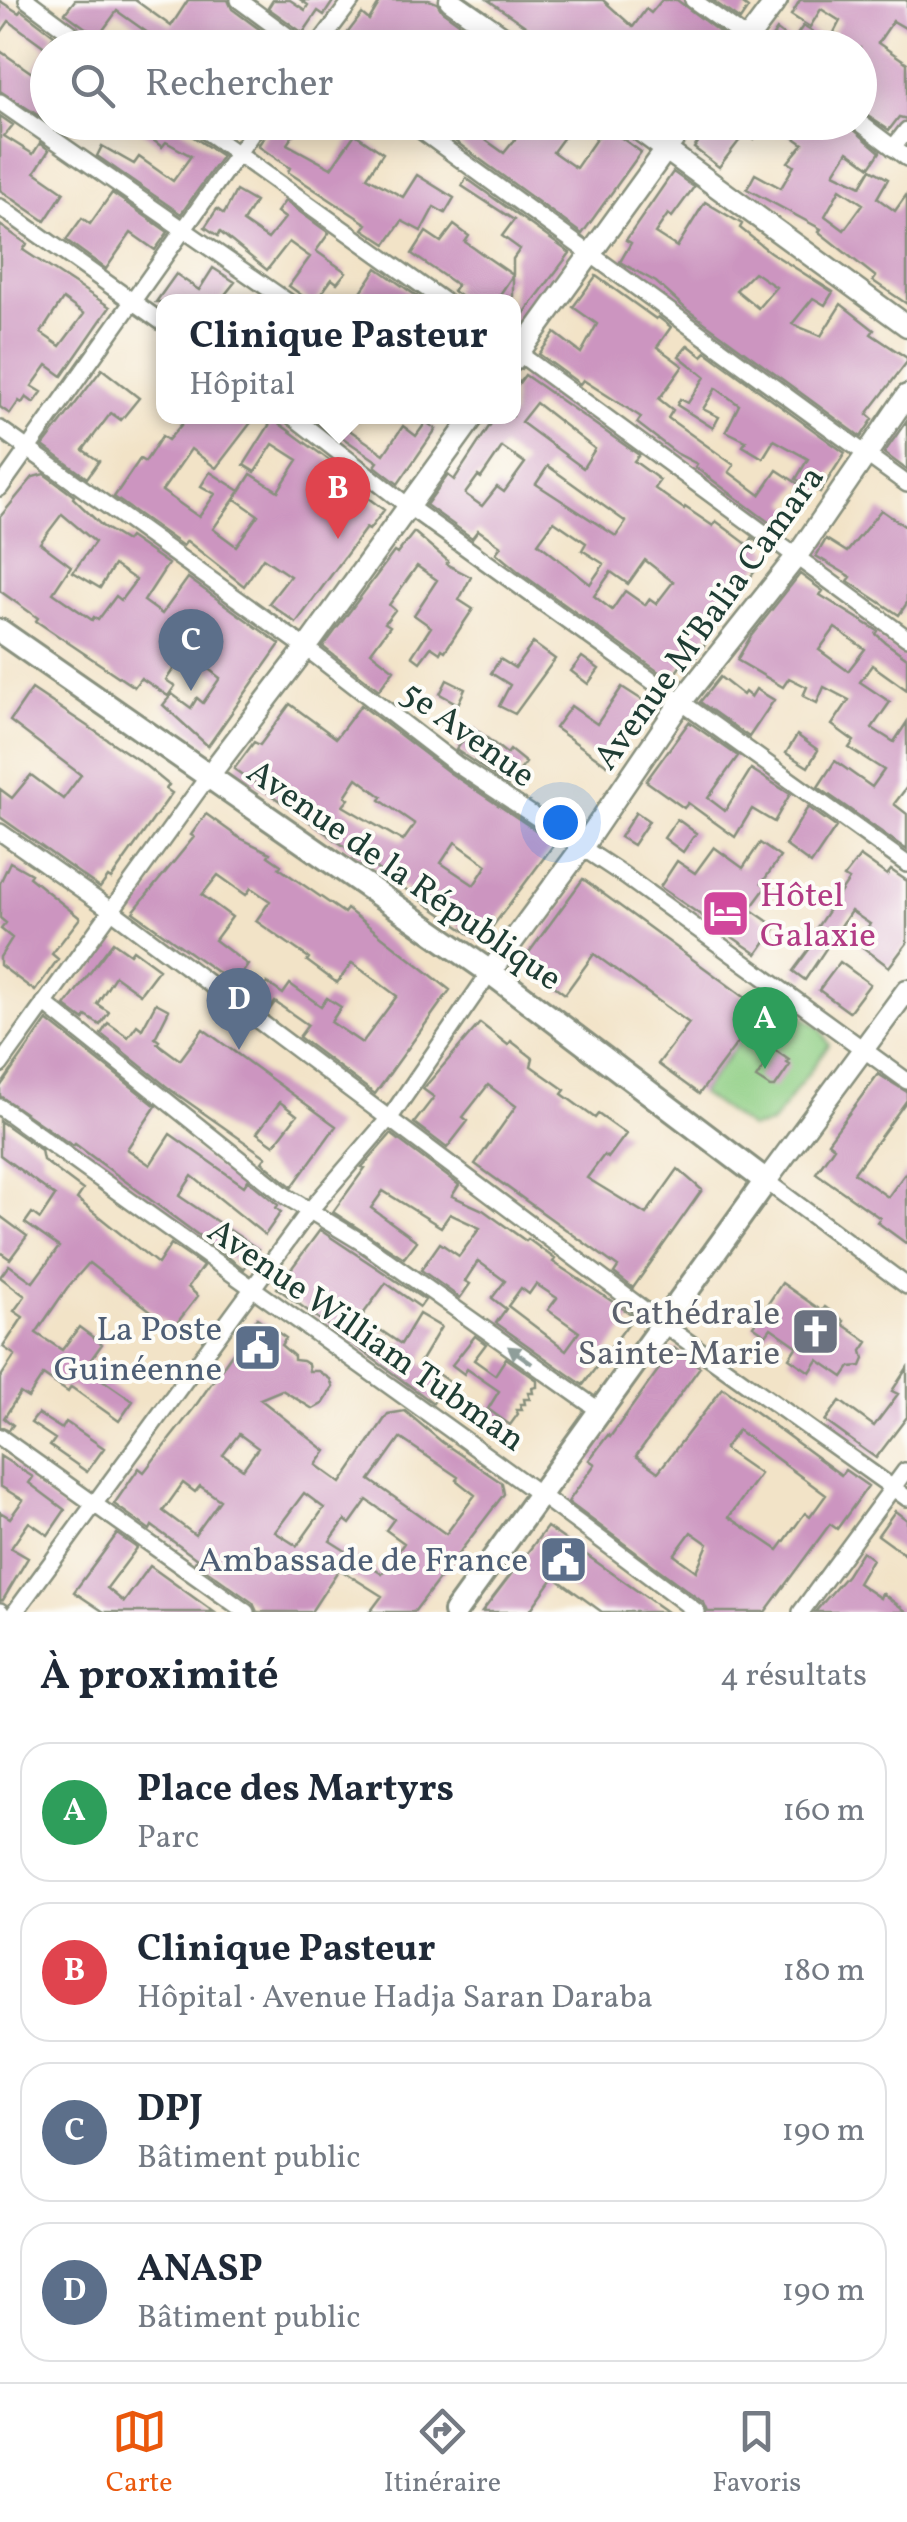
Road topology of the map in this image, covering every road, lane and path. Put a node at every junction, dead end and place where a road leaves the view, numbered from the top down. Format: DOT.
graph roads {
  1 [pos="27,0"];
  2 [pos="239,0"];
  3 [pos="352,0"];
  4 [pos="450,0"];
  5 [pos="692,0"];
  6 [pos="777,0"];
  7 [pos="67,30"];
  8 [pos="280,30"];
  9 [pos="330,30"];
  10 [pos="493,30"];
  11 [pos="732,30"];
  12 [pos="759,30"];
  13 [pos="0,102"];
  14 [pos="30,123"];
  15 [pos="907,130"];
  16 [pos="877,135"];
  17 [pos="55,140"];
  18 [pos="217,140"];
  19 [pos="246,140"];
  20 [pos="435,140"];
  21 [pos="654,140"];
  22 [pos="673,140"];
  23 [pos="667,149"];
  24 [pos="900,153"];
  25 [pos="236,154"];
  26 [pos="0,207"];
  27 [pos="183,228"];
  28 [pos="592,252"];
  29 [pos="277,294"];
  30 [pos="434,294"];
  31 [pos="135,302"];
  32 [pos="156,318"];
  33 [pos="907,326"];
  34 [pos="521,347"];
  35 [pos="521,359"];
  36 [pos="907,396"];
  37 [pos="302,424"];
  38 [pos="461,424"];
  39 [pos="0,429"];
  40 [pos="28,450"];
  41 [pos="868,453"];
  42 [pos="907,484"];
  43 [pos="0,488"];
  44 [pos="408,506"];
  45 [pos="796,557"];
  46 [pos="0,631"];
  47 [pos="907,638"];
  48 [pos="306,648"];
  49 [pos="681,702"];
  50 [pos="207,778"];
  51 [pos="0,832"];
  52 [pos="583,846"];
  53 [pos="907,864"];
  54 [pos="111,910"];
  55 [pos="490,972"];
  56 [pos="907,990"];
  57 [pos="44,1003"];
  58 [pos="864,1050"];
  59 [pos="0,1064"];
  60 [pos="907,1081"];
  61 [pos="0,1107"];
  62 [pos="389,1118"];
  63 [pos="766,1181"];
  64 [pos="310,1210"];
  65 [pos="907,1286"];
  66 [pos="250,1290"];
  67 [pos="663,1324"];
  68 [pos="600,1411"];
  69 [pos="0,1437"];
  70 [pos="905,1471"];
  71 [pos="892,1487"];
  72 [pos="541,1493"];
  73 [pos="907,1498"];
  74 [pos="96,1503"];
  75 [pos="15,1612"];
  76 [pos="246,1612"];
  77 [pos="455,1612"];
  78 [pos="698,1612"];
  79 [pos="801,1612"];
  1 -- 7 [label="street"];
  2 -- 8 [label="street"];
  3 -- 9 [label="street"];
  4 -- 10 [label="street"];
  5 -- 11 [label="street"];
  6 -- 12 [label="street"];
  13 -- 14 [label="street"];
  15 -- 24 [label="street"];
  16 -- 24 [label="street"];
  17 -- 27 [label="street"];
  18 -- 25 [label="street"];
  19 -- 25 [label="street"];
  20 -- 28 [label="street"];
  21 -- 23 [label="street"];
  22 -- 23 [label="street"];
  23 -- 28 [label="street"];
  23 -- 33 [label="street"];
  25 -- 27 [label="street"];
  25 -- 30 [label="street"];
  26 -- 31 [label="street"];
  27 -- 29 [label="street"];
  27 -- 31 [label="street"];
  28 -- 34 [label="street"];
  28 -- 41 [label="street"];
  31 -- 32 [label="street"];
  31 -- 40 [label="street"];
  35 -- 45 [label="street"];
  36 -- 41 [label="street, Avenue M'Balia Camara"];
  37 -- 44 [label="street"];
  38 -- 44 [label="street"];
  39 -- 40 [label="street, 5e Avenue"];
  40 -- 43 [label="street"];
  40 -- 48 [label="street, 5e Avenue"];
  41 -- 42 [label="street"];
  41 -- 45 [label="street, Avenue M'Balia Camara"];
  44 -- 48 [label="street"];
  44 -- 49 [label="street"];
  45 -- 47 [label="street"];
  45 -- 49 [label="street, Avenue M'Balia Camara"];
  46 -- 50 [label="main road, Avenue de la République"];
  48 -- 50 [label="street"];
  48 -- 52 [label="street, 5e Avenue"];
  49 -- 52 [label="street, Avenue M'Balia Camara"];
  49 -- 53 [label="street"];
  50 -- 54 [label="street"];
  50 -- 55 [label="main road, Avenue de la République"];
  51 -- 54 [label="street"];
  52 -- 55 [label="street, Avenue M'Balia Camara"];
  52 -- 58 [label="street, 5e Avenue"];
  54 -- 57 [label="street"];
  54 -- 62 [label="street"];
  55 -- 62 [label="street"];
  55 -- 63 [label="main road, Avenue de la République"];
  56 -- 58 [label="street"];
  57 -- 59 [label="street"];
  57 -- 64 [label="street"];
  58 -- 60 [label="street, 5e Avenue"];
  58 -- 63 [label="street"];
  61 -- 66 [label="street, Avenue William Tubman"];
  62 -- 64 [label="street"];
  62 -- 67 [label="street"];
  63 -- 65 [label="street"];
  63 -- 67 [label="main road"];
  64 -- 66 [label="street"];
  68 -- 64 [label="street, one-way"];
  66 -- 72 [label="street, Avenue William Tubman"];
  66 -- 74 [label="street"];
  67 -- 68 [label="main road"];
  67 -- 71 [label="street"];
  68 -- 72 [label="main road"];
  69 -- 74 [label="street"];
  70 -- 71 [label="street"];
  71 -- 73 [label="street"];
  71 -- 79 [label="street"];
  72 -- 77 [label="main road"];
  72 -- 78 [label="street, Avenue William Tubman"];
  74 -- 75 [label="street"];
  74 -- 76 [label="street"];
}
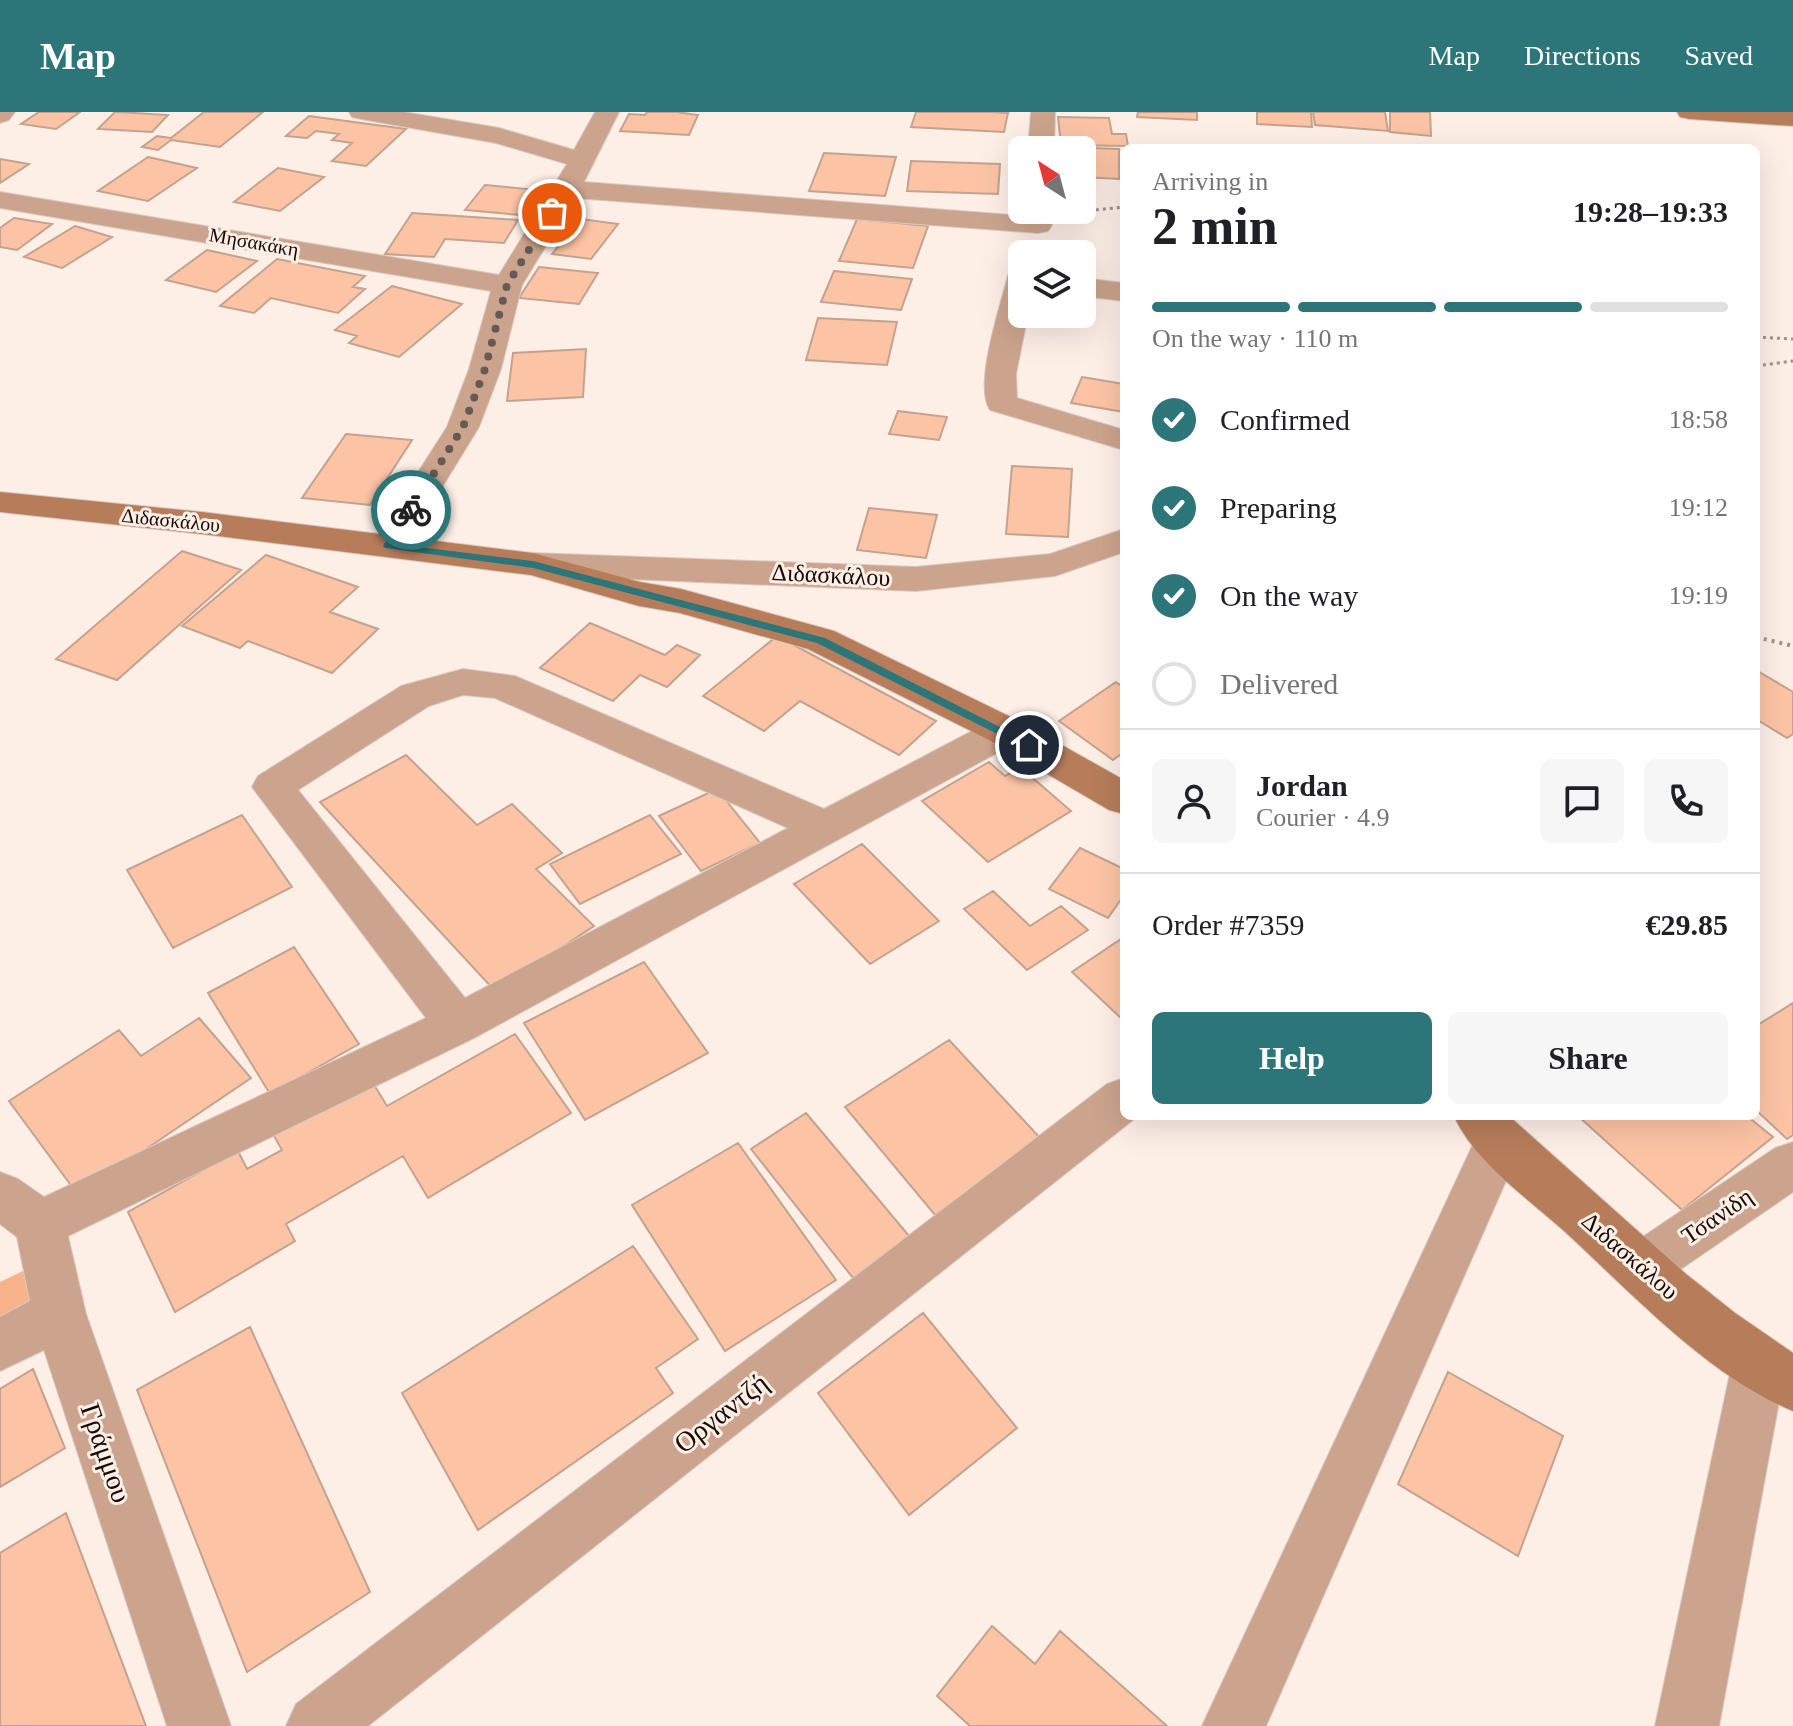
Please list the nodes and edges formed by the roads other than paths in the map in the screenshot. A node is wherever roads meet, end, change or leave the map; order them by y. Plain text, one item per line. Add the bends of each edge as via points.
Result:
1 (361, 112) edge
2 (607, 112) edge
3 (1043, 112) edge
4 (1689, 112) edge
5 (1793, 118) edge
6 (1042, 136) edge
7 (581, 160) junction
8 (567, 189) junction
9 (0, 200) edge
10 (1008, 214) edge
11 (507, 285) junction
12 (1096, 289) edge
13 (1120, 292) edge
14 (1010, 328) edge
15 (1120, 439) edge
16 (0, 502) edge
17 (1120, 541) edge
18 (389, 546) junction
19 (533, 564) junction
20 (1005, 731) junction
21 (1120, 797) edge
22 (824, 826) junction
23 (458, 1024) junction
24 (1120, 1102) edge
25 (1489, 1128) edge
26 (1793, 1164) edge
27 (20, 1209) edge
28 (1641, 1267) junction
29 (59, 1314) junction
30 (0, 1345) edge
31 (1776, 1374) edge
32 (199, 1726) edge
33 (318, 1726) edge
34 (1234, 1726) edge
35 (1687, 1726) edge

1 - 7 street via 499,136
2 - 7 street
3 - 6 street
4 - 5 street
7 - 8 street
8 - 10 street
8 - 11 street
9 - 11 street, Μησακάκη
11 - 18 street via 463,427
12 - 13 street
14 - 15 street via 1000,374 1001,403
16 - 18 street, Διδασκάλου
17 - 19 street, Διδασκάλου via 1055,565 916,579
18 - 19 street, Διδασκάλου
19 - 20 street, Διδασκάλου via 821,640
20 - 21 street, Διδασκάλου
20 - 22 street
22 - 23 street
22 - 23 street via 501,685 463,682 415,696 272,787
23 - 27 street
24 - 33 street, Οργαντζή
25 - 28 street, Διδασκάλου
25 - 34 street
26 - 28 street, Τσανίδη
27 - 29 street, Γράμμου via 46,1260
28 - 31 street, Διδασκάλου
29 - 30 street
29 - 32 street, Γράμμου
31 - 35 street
-=-=-
YOUR ASSIGNMENT: Go through the entries and return each line where the word "Camara" occurs.

SOLUTION TO THIS PROBLEM:
  36 -- 41 [label="street, Avenue M'Balia Camara"];
  41 -- 45 [label="street, Avenue M'Balia Camara"];
  45 -- 49 [label="street, Avenue M'Balia Camara"];
  49 -- 52 [label="street, Avenue M'Balia Camara"];
  52 -- 55 [label="street, Avenue M'Balia Camara"];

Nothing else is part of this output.